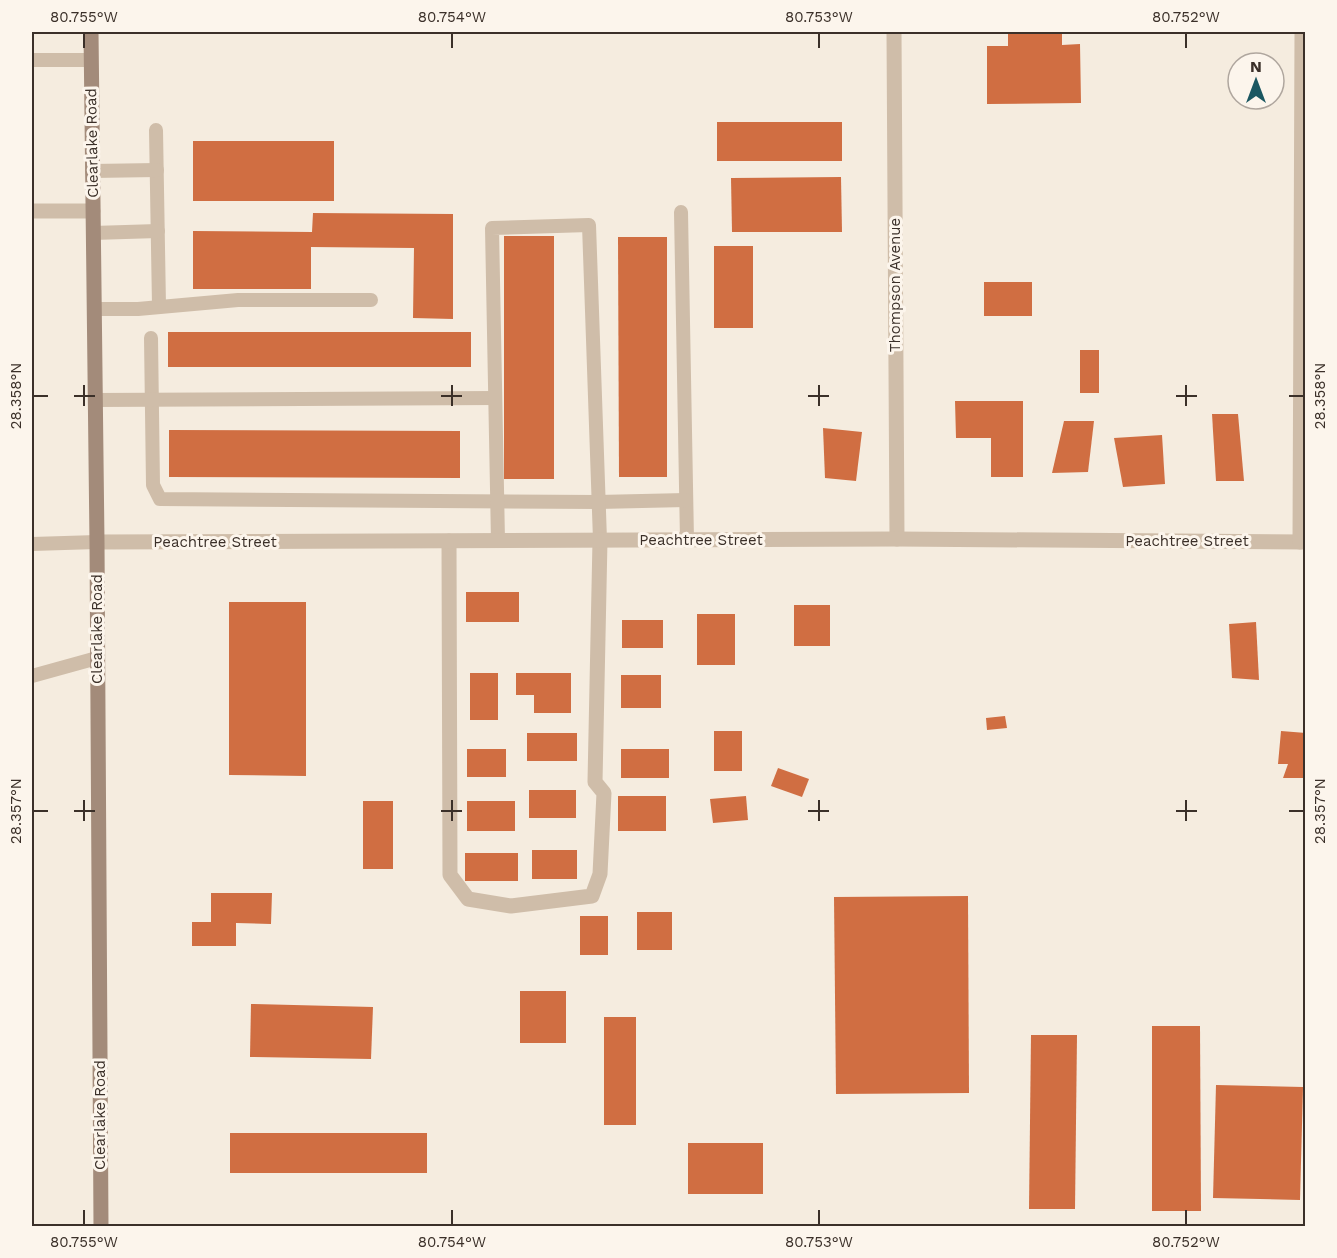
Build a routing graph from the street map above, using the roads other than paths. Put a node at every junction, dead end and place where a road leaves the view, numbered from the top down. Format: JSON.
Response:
{"nodes":[{"id":1,"x":91,"y":32,"type":"edge"},
{"id":2,"x":894,"y":32,"type":"edge"},
{"id":3,"x":1302,"y":32,"type":"edge"},
{"id":4,"x":32,"y":60,"type":"edge"},
{"id":5,"x":91,"y":60,"type":"junction"},
{"id":6,"x":156,"y":129,"type":"dead end"},
{"id":7,"x":157,"y":170,"type":"junction"},
{"id":8,"x":92,"y":171,"type":"junction"},
{"id":9,"x":32,"y":211,"type":"edge"},
{"id":10,"x":93,"y":211,"type":"junction"},
{"id":11,"x":681,"y":212,"type":"dead end"},
{"id":12,"x":158,"y":231,"type":"junction"},
{"id":13,"x":93,"y":233,"type":"junction"},
{"id":14,"x":371,"y":300,"type":"dead end"},
{"id":15,"x":159,"y":306,"type":"junction"},
{"id":16,"x":94,"y":309,"type":"junction"},
{"id":17,"x":151,"y":338,"type":"dead end"},
{"id":18,"x":495,"y":398,"type":"junction"},
{"id":19,"x":95,"y":400,"type":"junction"},
{"id":20,"x":151,"y":400,"type":"junction"},
{"id":21,"x":497,"y":500,"type":"junction"},
{"id":22,"x":686,"y":500,"type":"junction"},
{"id":23,"x":598,"y":502,"type":"junction"},
{"id":24,"x":897,"y":539,"type":"junction"},
{"id":25,"x":600,"y":540,"type":"junction"},
{"id":26,"x":687,"y":540,"type":"junction"},
{"id":27,"x":449,"y":541,"type":"junction"},
{"id":28,"x":498,"y":541,"type":"junction"},
{"id":29,"x":97,"y":542,"type":"junction"},
{"id":30,"x":1303,"y":542,"type":"edge"},
{"id":31,"x":32,"y":544,"type":"edge"},
{"id":32,"x":98,"y":658,"type":"junction"},
{"id":33,"x":32,"y":676,"type":"edge"},
{"id":34,"x":101,"y":1227,"type":"edge"}],
"edges":[{"from":1,"to":5,"type":"main road","name":"Clearlake Road"},
{"from":2,"to":24,"type":"street","name":"Thompson Avenue"},
{"from":3,"to":30,"type":"street"},
{"from":4,"to":5,"type":"lane"},
{"from":5,"to":8,"type":"main road","name":"Clearlake Road"},
{"from":6,"to":7,"type":"lane"},
{"from":7,"to":8,"type":"lane"},
{"from":7,"to":12,"type":"lane"},
{"from":8,"to":10,"type":"main road","name":"Clearlake Road"},
{"from":9,"to":10,"type":"street"},
{"from":10,"to":13,"type":"main road","name":"Clearlake Road"},
{"from":11,"to":22,"type":"lane"},
{"from":12,"to":13,"type":"lane"},
{"from":12,"to":15,"type":"lane"},
{"from":13,"to":16,"type":"main road","name":"Clearlake Road"},
{"from":14,"to":15,"type":"lane"},
{"from":15,"to":16,"type":"lane"},
{"from":16,"to":19,"type":"main road","name":"Clearlake Road"},
{"from":17,"to":20,"type":"lane"},
{"from":18,"to":20,"type":"lane"},
{"from":18,"to":21,"type":"lane"},
{"from":18,"to":23,"type":"lane"},
{"from":19,"to":20,"type":"lane"},
{"from":19,"to":29,"type":"main road","name":"Clearlake Road"},
{"from":20,"to":21,"type":"lane"},
{"from":21,"to":23,"type":"lane"},
{"from":21,"to":28,"type":"lane"},
{"from":22,"to":23,"type":"lane"},
{"from":22,"to":26,"type":"lane"},
{"from":23,"to":25,"type":"lane"},
{"from":24,"to":26,"type":"street","name":"Peachtree Street"},
{"from":24,"to":30,"type":"street","name":"Peachtree Street"},
{"from":25,"to":26,"type":"street","name":"Peachtree Street"},
{"from":25,"to":27,"type":"street"},
{"from":25,"to":28,"type":"street","name":"Peachtree Street"},
{"from":27,"to":28,"type":"street","name":"Peachtree Street"},
{"from":27,"to":29,"type":"street","name":"Peachtree Street"},
{"from":29,"to":31,"type":"lane"},
{"from":29,"to":32,"type":"main road","name":"Clearlake Road"},
{"from":32,"to":33,"type":"lane"},
{"from":32,"to":34,"type":"main road","name":"Clearlake Road"}]}
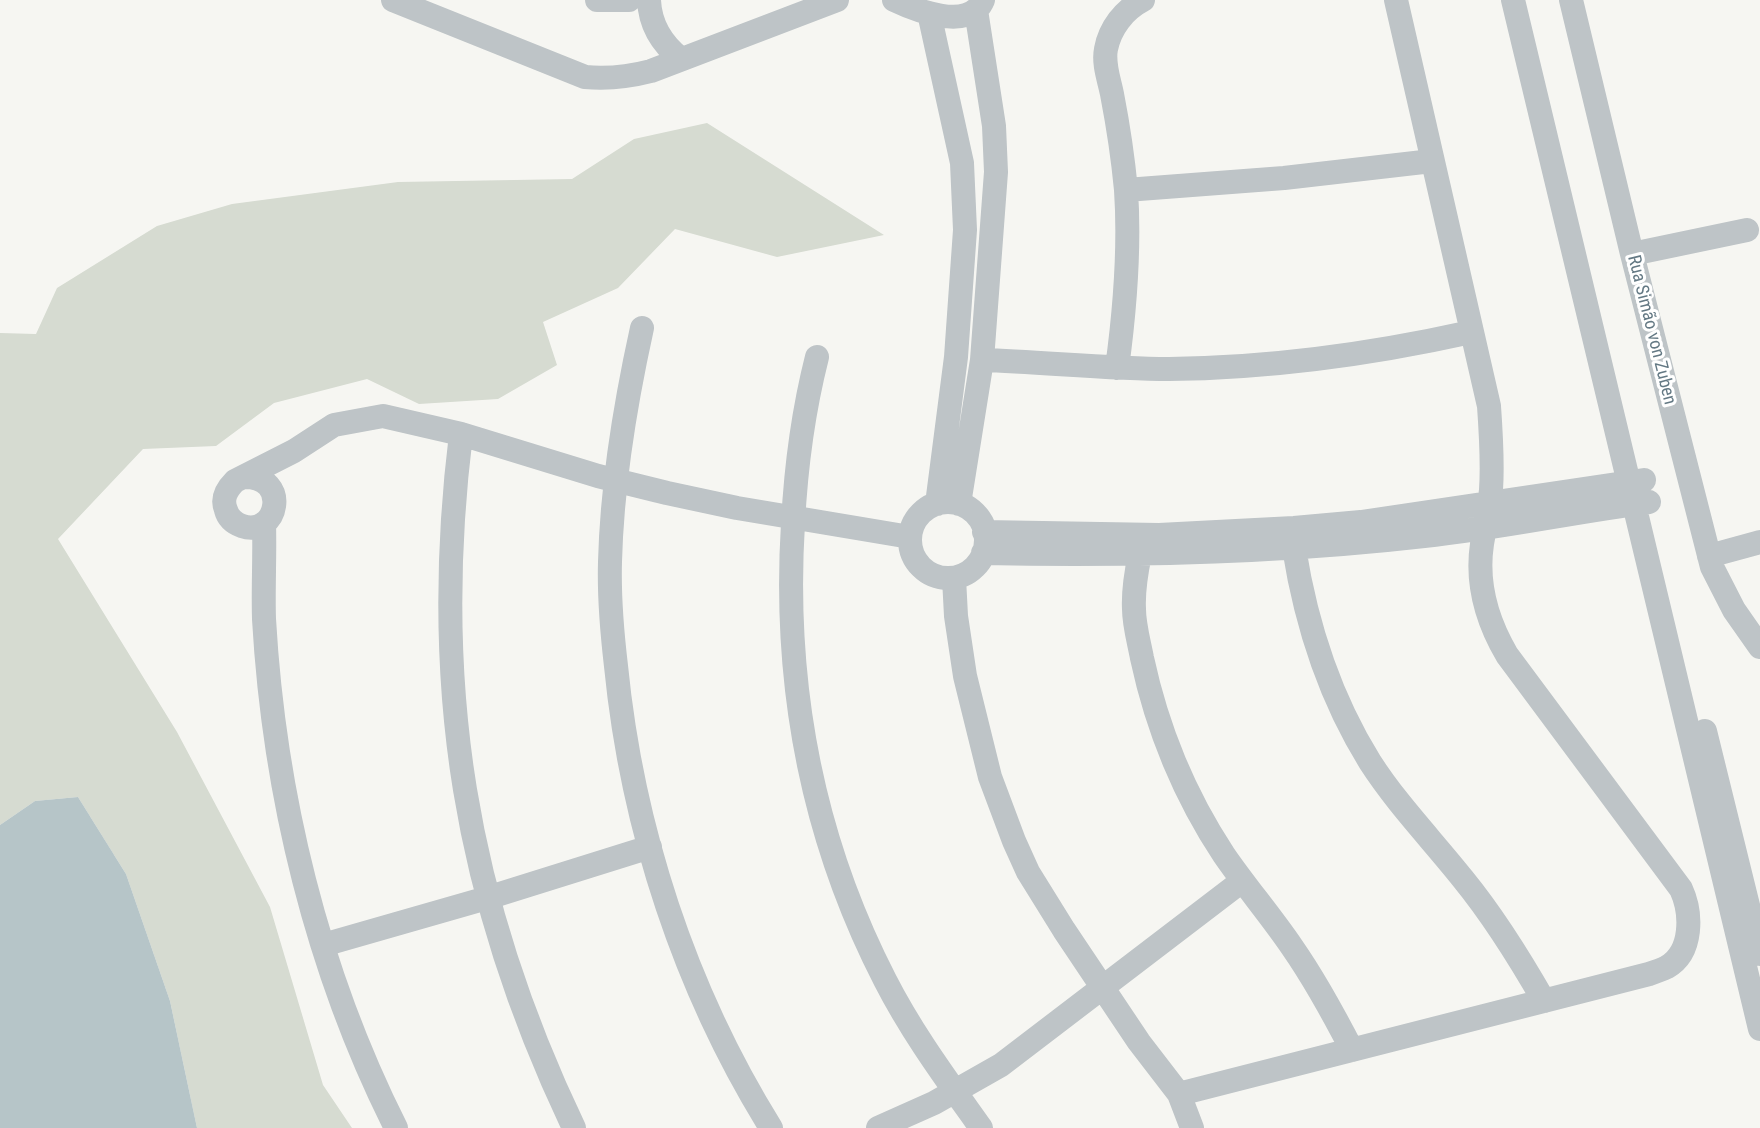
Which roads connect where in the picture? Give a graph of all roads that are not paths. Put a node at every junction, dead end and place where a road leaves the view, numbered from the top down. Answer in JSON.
{"nodes":[{"id":1,"x":393,"y":0,"type":"edge"},
{"id":2,"x":597,"y":0,"type":"edge"},
{"id":3,"x":629,"y":0,"type":"edge"},
{"id":4,"x":649,"y":0,"type":"edge"},
{"id":5,"x":837,"y":0,"type":"edge"},
{"id":6,"x":894,"y":0,"type":"edge"},
{"id":7,"x":1143,"y":0,"type":"edge"},
{"id":8,"x":1396,"y":0,"type":"edge"},
{"id":9,"x":1512,"y":0,"type":"edge"},
{"id":10,"x":1529,"y":0,"type":"edge"},
{"id":11,"x":1571,"y":0,"type":"edge"},
{"id":12,"x":980,"y":5,"type":"edge"},
{"id":13,"x":929,"y":13,"type":"junction"},
{"id":14,"x":681,"y":59,"type":"junction"},
{"id":15,"x":1432,"y":161,"type":"junction"},
{"id":16,"x":1126,"y":190,"type":"junction"},
{"id":17,"x":1747,"y":230,"type":"dead end"},
{"id":18,"x":1632,"y":254,"type":"junction"},
{"id":19,"x":642,"y":328,"type":"dead end"},
{"id":20,"x":1471,"y":332,"type":"junction"},
{"id":21,"x":817,"y":357,"type":"dead end"},
{"id":22,"x":982,"y":360,"type":"junction"},
{"id":23,"x":1117,"y":368,"type":"junction"},
{"id":24,"x":461,"y":434,"type":"junction"},
{"id":25,"x":294,"y":451,"type":"junction"},
{"id":26,"x":244,"y":477,"type":"junction"},
{"id":27,"x":616,"y":480,"type":"junction"},
{"id":28,"x":270,"y":488,"type":"junction"},
{"id":29,"x":1638,"y":492,"type":"junction"},
{"id":30,"x":1489,"y":502,"type":"junction"},
{"id":31,"x":948,"y":504,"type":"junction"},
{"id":32,"x":793,"y":518,"type":"junction"},
{"id":33,"x":264,"y":523,"type":"junction"},
{"id":34,"x":236,"y":524,"type":"junction"},
{"id":35,"x":1485,"y":529,"type":"junction"},
{"id":36,"x":910,"y":537,"type":"junction"},
{"id":37,"x":1760,"y":542,"type":"edge"},
{"id":38,"x":984,"y":543,"type":"junction"},
{"id":39,"x":1294,"y":548,"type":"junction"},
{"id":40,"x":1140,"y":555,"type":"junction"},
{"id":41,"x":1709,"y":556,"type":"junction"},
{"id":42,"x":263,"y":564,"type":"junction"},
{"id":43,"x":954,"y":578,"type":"junction"},
{"id":44,"x":1760,"y":647,"type":"edge"},
{"id":45,"x":650,"y":847,"type":"junction"},
{"id":46,"x":1242,"y":881,"type":"junction"},
{"id":47,"x":487,"y":898,"type":"junction"},
{"id":48,"x":323,"y":945,"type":"junction"},
{"id":49,"x":1760,"y":954,"type":"edge"},
{"id":50,"x":1102,"y":988,"type":"junction"},
{"id":51,"x":1544,"y":1001,"type":"junction"},
{"id":52,"x":1760,"y":1029,"type":"edge"},
{"id":53,"x":1352,"y":1050,"type":"junction"},
{"id":54,"x":954,"y":1092,"type":"junction"},
{"id":55,"x":1179,"y":1094,"type":"junction"},
{"id":56,"x":396,"y":1128,"type":"edge"},
{"id":57,"x":574,"y":1128,"type":"edge"},
{"id":58,"x":771,"y":1128,"type":"edge"},
{"id":59,"x":878,"y":1128,"type":"edge"},
{"id":60,"x":981,"y":1128,"type":"edge"},
{"id":61,"x":1192,"y":1128,"type":"edge"}],
"edges":[{"from":1,"to":14,"type":"street"},
{"from":2,"to":3,"type":"street"},
{"from":4,"to":14,"type":"street"},
{"from":5,"to":14,"type":"street"},
{"from":6,"to":13,"type":"street"},
{"from":7,"to":16,"type":"street"},
{"from":8,"to":15,"type":"street"},
{"from":9,"to":29,"type":"street"},
{"from":10,"to":29,"type":"street"},
{"from":11,"to":18,"type":"street","name":"Rua Simão von Zuben"},
{"from":12,"to":13,"type":"street"},
{"from":12,"to":22,"type":"street"},
{"from":13,"to":31,"type":"street"},
{"from":15,"to":16,"type":"street"},
{"from":15,"to":20,"type":"street"},
{"from":16,"to":23,"type":"street"},
{"from":17,"to":18,"type":"street"},
{"from":18,"to":41,"type":"street","name":"Rua Simão von Zuben"},
{"from":19,"to":27,"type":"street"},
{"from":20,"to":23,"type":"street"},
{"from":20,"to":30,"type":"street"},
{"from":21,"to":32,"type":"street"},
{"from":22,"to":23,"type":"street"},
{"from":22,"to":31,"type":"street"},
{"from":24,"to":25,"type":"street"},
{"from":24,"to":27,"type":"street"},
{"from":24,"to":47,"type":"street"},
{"from":25,"to":26,"type":"street"},
{"from":25,"to":28,"type":"street"},
{"from":26,"to":28,"type":"street"},
{"from":26,"to":34,"type":"street"},
{"from":27,"to":32,"type":"street"},
{"from":27,"to":45,"type":"street"},
{"from":28,"to":33,"type":"street"},
{"from":29,"to":30,"type":"street"},
{"from":29,"to":35,"type":"street"},
{"from":29,"to":49,"type":"street"},
{"from":29,"to":52,"type":"street"},
{"from":30,"to":35,"type":"street"},
{"from":30,"to":38,"type":"street"},
{"from":31,"to":36,"type":"street"},
{"from":31,"to":38,"type":"street"},
{"from":32,"to":36,"type":"street"},
{"from":32,"to":54,"type":"street"},
{"from":33,"to":34,"type":"street"},
{"from":33,"to":42,"type":"street"},
{"from":34,"to":42,"type":"street"},
{"from":35,"to":39,"type":"street"},
{"from":35,"to":51,"type":"street"},
{"from":36,"to":43,"type":"street"},
{"from":37,"to":41,"type":"street"},
{"from":38,"to":40,"type":"street"},
{"from":38,"to":43,"type":"street"},
{"from":39,"to":40,"type":"street"},
{"from":39,"to":51,"type":"street"},
{"from":40,"to":46,"type":"street"},
{"from":41,"to":44,"type":"street","name":"Rua Simão von Zuben"},
{"from":42,"to":48,"type":"street"},
{"from":43,"to":50,"type":"street"},
{"from":45,"to":47,"type":"street"},
{"from":45,"to":58,"type":"street"},
{"from":46,"to":50,"type":"street"},
{"from":46,"to":53,"type":"street"},
{"from":47,"to":48,"type":"street"},
{"from":47,"to":57,"type":"street"},
{"from":48,"to":56,"type":"street"},
{"from":50,"to":54,"type":"street"},
{"from":50,"to":55,"type":"street"},
{"from":51,"to":53,"type":"street"},
{"from":53,"to":55,"type":"street"},
{"from":54,"to":59,"type":"street"},
{"from":54,"to":60,"type":"street"},
{"from":55,"to":61,"type":"street"}]}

■ ABOUT THIS TASK:
Please copy every line in the entries where "roads" appears.

■ RESULT OF THE EXERCISE:
Build a routing graph from the street map above, using the roads other than paths. Put a node at every junction, dead end and place where a road leaves the view, numbered from the top down. Format: JSON.
Which roads connect where in the picture? Give a graph of all roads that are not paths. Put a node at every junction, dead end and place where a road leaves the view, numbered from the top down. Answer in JSON.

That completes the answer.